--- Excerpted records ---

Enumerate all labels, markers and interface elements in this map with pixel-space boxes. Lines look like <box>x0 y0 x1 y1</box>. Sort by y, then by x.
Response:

---
--- Excerpted records ---

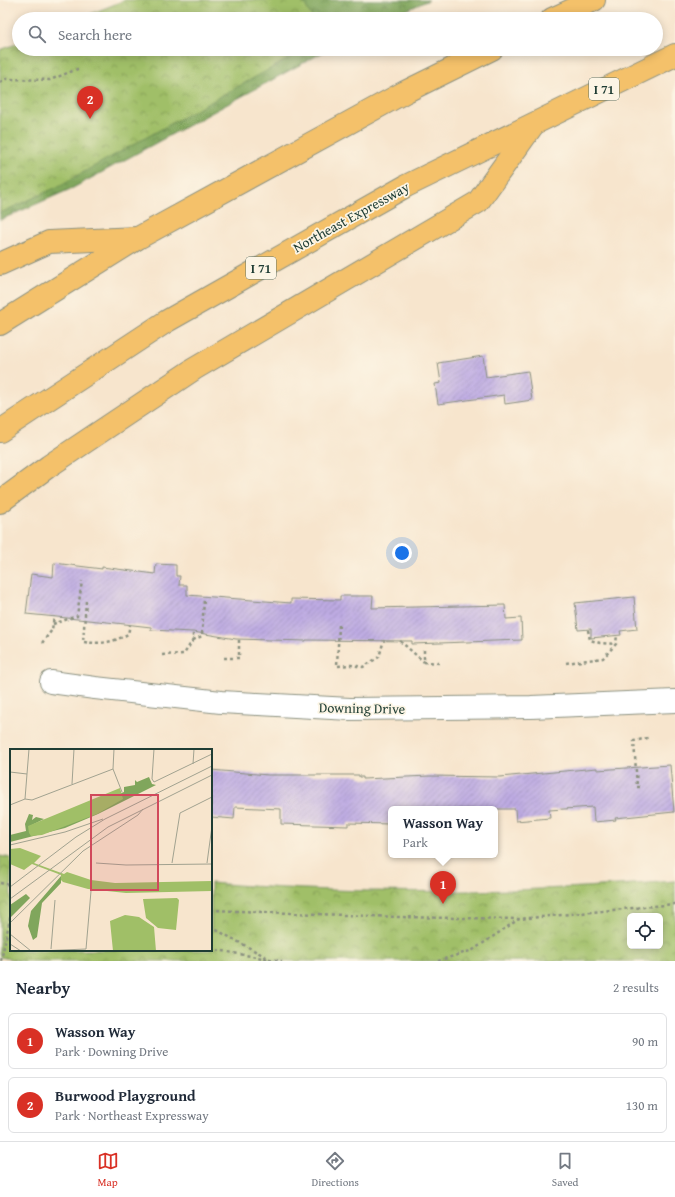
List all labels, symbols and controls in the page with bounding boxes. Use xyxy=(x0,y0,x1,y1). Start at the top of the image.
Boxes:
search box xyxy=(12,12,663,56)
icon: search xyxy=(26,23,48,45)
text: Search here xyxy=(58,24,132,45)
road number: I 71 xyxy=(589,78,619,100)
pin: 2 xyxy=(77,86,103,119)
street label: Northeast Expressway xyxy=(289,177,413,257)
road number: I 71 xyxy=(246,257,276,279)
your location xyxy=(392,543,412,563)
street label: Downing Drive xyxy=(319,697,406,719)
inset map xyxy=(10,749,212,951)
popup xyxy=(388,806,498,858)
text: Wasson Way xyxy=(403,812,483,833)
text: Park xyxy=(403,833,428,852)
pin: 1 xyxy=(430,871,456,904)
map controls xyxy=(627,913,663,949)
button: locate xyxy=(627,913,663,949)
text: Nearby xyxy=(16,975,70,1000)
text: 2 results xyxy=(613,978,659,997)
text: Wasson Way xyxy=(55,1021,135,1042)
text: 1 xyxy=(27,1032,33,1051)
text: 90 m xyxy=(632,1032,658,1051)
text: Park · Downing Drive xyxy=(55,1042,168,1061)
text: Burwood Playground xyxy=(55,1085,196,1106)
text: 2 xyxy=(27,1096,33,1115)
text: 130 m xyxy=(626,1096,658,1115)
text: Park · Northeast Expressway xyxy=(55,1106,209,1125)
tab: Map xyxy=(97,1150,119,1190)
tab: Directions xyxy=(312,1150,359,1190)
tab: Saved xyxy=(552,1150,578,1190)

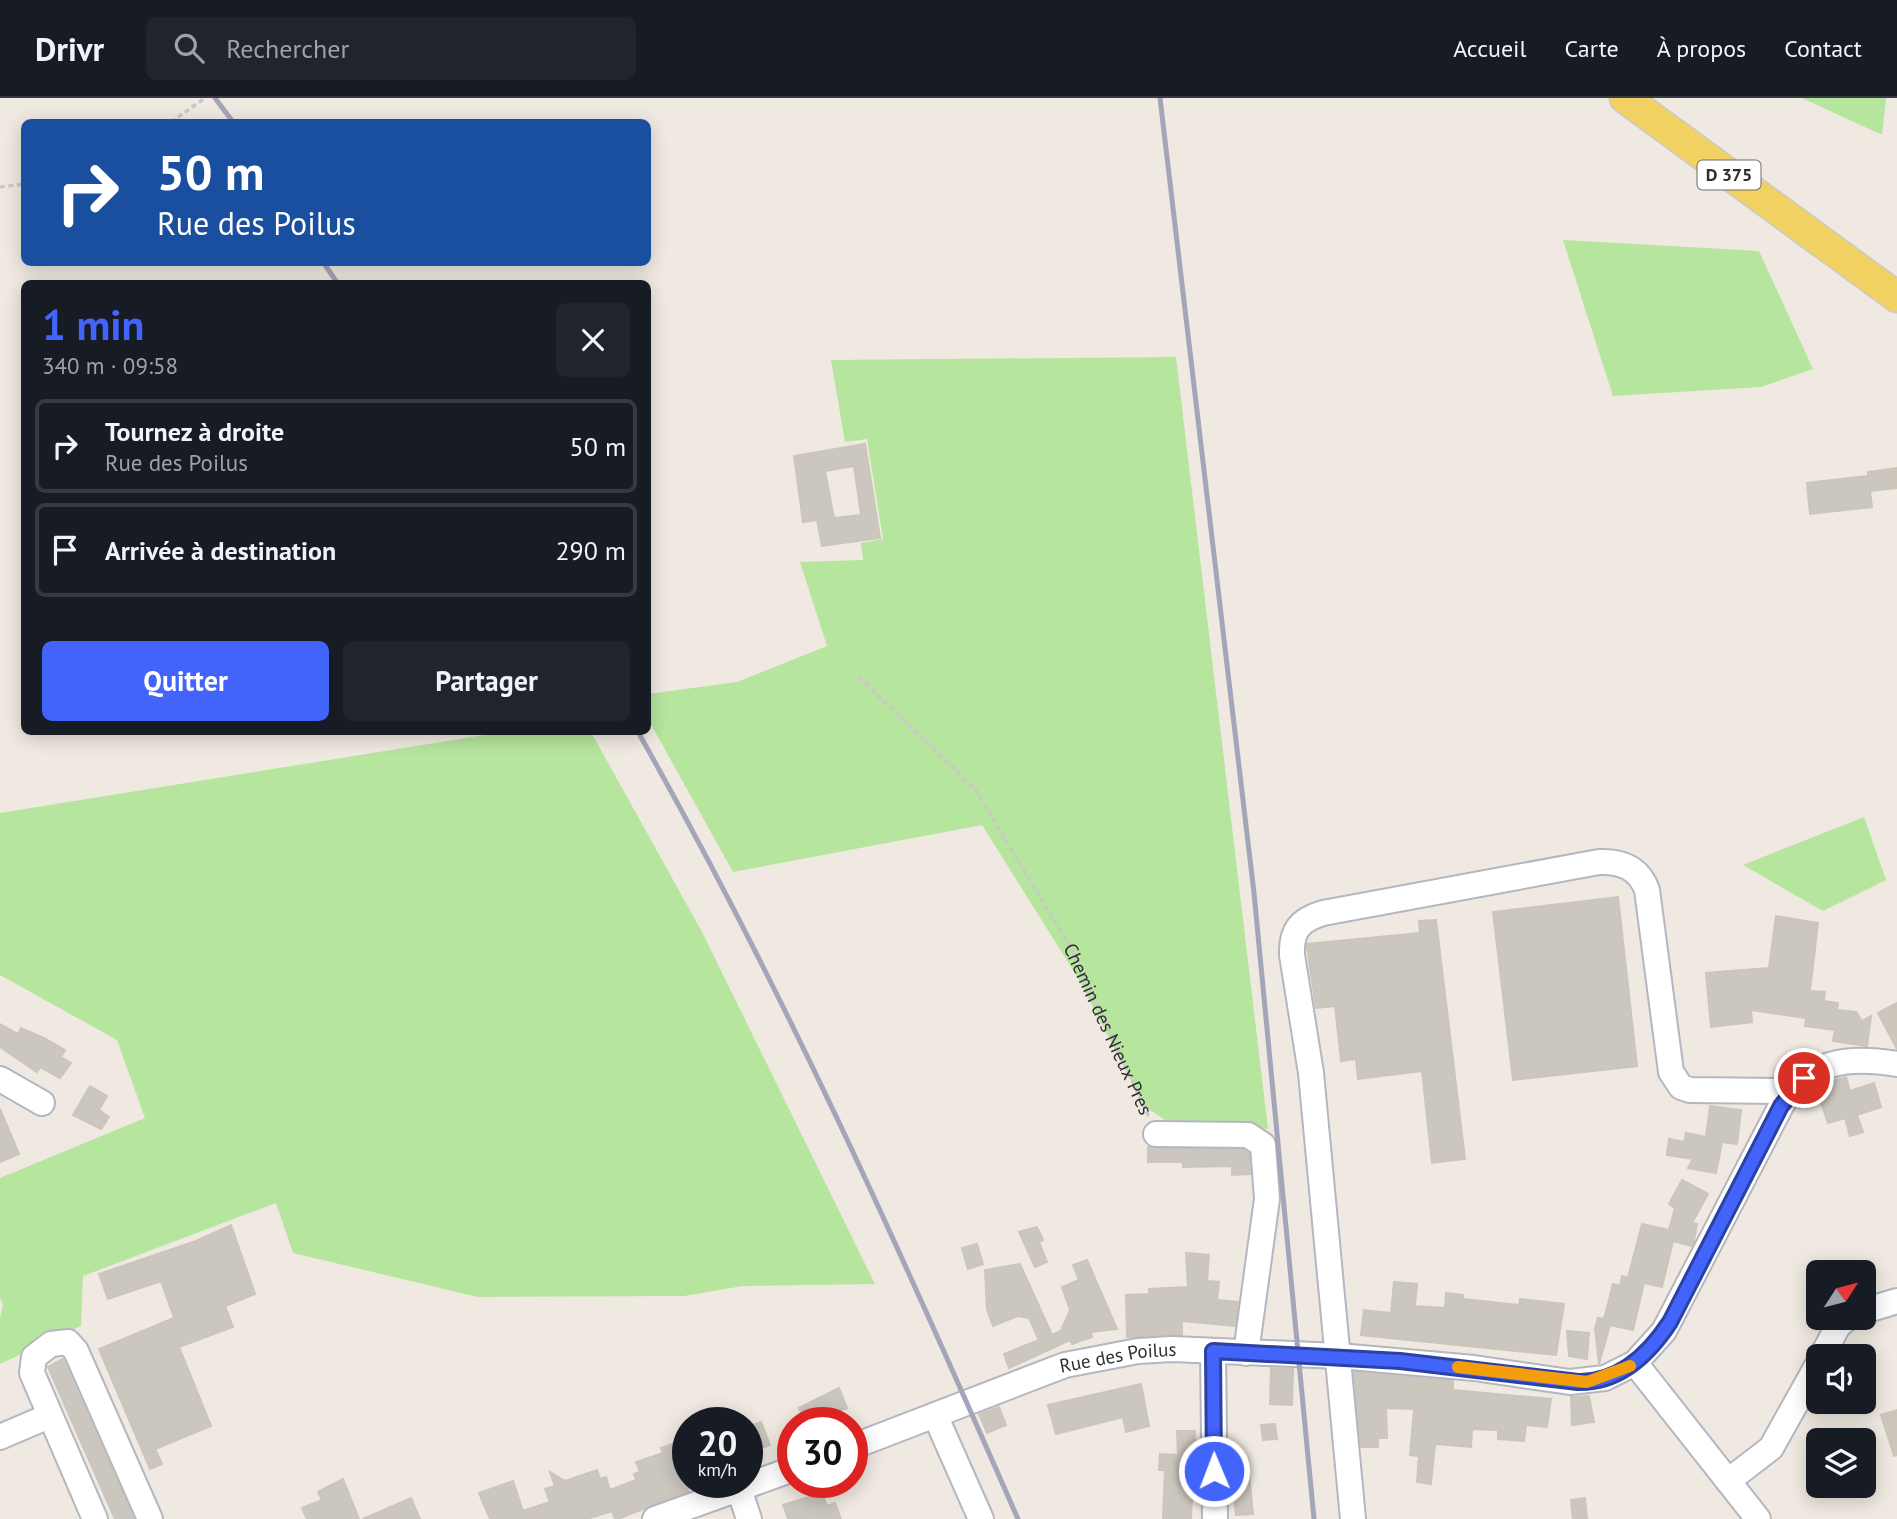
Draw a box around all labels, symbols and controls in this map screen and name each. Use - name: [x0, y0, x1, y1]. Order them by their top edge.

---
--- Excerpted records ---

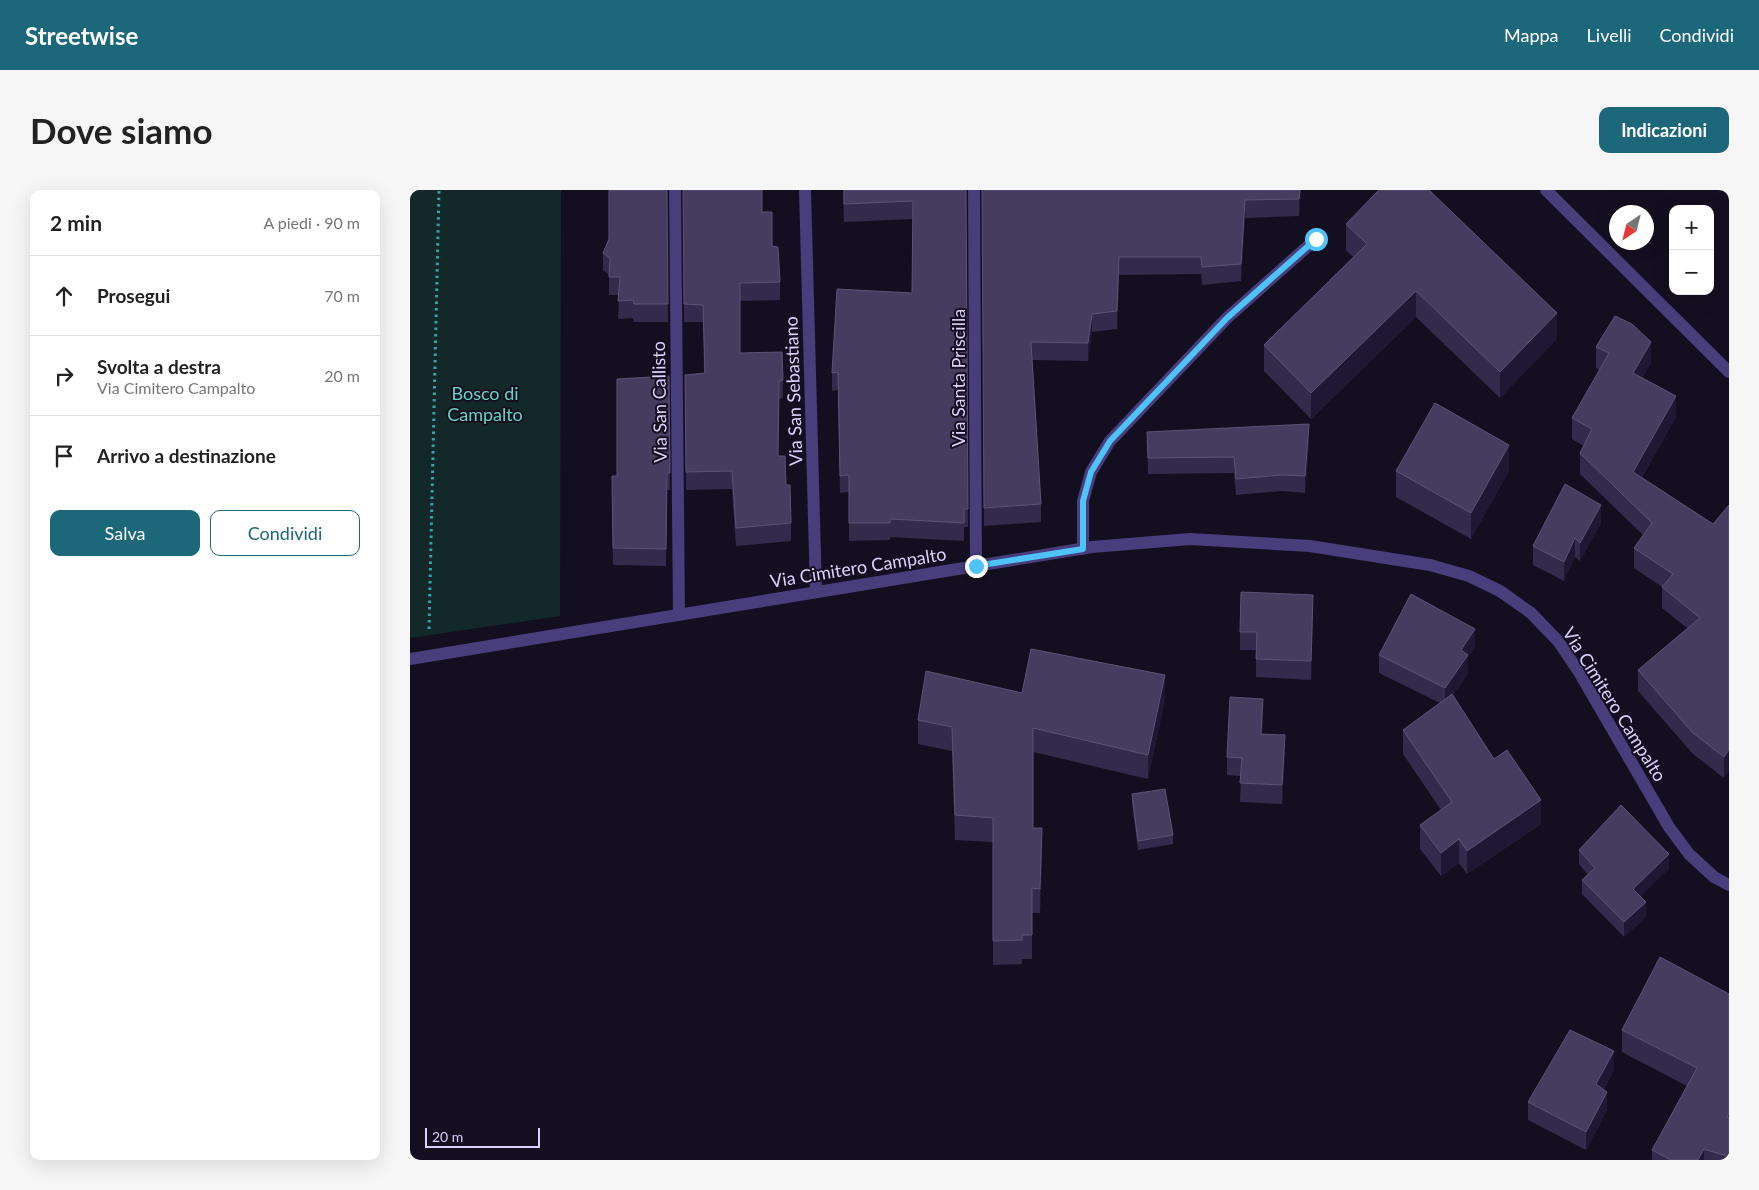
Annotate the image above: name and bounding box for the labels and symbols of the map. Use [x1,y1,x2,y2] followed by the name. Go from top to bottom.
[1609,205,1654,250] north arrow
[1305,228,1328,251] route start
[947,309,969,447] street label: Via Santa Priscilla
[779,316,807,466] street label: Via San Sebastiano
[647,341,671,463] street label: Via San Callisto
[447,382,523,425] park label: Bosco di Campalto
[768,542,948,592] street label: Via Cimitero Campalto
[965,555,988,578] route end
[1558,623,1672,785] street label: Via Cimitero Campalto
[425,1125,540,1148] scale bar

---

> Exercise aim
For the word "with", show every line of the entries that holds it.

> Your response
Enumerate all labels, markers and interface elements in this map with pixel-space boxes. Lines look like <box>x0 y0 x1 y1</box>. Sort by y, then by x.
List all labels, symbols and controls in the page with bounding boxes. Use xyxy=(x0,y0,x1,y1). Start at the top of the image.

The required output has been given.